The Club of Rome “Limits to Growth” reports in 1972 provided the basis for my political activism over the last 45 years, shifting me towards a vegan diet, a bicycle for everyday commuting, and environmental campaigns aimed at lowering our carbon footprint. However, our carbon footprints more than doubled and we now have the highest light vehicle ownership and close to the lowest air quality vehicle standards in the western world. Inequalities have increased dramatically and NZ now also has one of the highest youth suicides levels in the world.
Collectively we have failed to bring limits to growth into the public consciousness.
Wellington City Council declared a climate emergency only a few months ago. Yet, a massive expansion billion-dollar plan for Wellington Airport just went public. Professor of Physical Geography at Victoria University James Renwick said expanding the airport was not a good call if the city is to have any hope of reducing carbon emissions, and that the “number of flights being taken needed to be managed down, not expanded.”
What about overnight rail sleeper cars to Auckland, as was the case 50 years ago?

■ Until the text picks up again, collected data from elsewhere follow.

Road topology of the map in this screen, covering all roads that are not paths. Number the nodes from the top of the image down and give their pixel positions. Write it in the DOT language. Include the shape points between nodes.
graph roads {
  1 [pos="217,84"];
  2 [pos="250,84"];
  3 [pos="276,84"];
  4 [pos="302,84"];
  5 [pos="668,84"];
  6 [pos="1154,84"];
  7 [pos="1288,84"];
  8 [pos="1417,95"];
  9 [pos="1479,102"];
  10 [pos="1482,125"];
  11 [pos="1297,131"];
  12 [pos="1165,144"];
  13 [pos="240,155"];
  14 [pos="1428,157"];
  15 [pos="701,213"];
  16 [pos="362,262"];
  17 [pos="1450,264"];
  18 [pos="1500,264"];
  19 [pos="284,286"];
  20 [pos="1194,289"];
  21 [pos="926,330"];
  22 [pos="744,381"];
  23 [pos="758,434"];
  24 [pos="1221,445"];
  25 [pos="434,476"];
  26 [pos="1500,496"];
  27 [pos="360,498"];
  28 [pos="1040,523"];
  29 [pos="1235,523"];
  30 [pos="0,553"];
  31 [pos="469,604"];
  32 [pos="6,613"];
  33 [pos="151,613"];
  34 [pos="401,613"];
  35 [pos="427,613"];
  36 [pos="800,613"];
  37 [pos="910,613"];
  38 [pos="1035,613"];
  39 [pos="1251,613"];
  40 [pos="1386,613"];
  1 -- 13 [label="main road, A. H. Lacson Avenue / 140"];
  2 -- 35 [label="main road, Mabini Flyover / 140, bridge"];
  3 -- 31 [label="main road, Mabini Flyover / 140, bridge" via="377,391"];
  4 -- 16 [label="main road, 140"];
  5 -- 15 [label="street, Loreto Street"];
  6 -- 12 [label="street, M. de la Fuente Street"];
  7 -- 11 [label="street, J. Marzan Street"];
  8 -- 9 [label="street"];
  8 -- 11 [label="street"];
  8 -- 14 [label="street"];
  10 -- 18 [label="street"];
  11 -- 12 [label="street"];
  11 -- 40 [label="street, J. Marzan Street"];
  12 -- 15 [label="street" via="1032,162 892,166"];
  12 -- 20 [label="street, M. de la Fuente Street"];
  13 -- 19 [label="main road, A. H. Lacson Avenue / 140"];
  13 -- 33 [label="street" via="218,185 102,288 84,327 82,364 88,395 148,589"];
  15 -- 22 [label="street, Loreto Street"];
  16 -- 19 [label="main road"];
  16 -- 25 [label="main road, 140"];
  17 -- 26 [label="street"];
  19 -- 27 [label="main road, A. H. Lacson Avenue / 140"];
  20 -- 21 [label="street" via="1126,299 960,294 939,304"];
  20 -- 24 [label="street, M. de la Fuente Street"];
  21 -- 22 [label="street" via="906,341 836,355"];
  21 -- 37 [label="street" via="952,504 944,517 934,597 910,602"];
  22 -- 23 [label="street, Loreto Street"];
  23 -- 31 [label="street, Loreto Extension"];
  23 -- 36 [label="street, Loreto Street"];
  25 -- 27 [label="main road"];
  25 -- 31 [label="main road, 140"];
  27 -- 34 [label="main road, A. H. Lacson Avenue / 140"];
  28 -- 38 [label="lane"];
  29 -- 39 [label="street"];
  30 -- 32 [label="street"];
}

It would serve business well, leaving and arriving in the centre of our respective cities! Judith Collins’s campaign for more roads is ‘can’t’, ‘won’t’ and ‘no’ - no vehicle emission standards, no restrictions on factory style farming. And she scorns warnings from ecologists and climatologists of eventual collapse of civilization as we know it if we don’t halve emissions by 2030. Any attempt to tackle the climate crisis as an economic cost, not as an opportunity for clean, better technology.
Bridges laid out National’s five climate policy principles in a speech at Fieldays in June of last year. They are: science-based; technology-driven; long-term incentives; global response; and economic impact. However, in the 15 months since, National has given no policy examples of what it means by those themes, according to Rod Oram.
What a joke to claim that we are feeding the world, when we converted forestry plantations and horticultural land to dairy farming, selling our milk powder to lactose intolerant Asians, and bringing on heart disease and cancer. The truly deadly outcomes from dairy farming are methane with a warming potential 84 to 112 times that of carbon dioxide and nitrous oxide from effluent runoff and fertilisers with a warming potential of 298. Why not pioneer regenerative farming systems producing healthy foods for human and environmental resilience.
One third of Antarctica’s ice sheet—equivalent to up to 20 metres sea-level rise—sits below sea-level and is vulnerable to catastrophic collapse from ocean heating. When atmospheric carbon dioxide levels were last at 400 parts per million (ppm) 3 million years ago, sea levels were 20 metres higher.
Lowering our carbon footprint within a just transition framework can lead to increased well-being from active lifestyles, connected communities, better health outcomes, greater life expectancy, fewer suicides, alongside cleaner air and rivers. Surely that is what we all want!
The future could still be a more creaturely world running on wind and solar power, plants grown, harvested, and crafted within a few kilometers of our homes, and the earth’s biosphere “functioning steadily, resilient to impacts, with humans playing a vital part as stewards.”
To get there, we need a different approach, one where citizens can assess evidence, deliberating on the benefits and costs, and a just transition. A randomly selected citizen assembly might just provide a dispassionate assessment of business as usual, and lead to the measures that take us to carbon zero and sustainability via a just transition.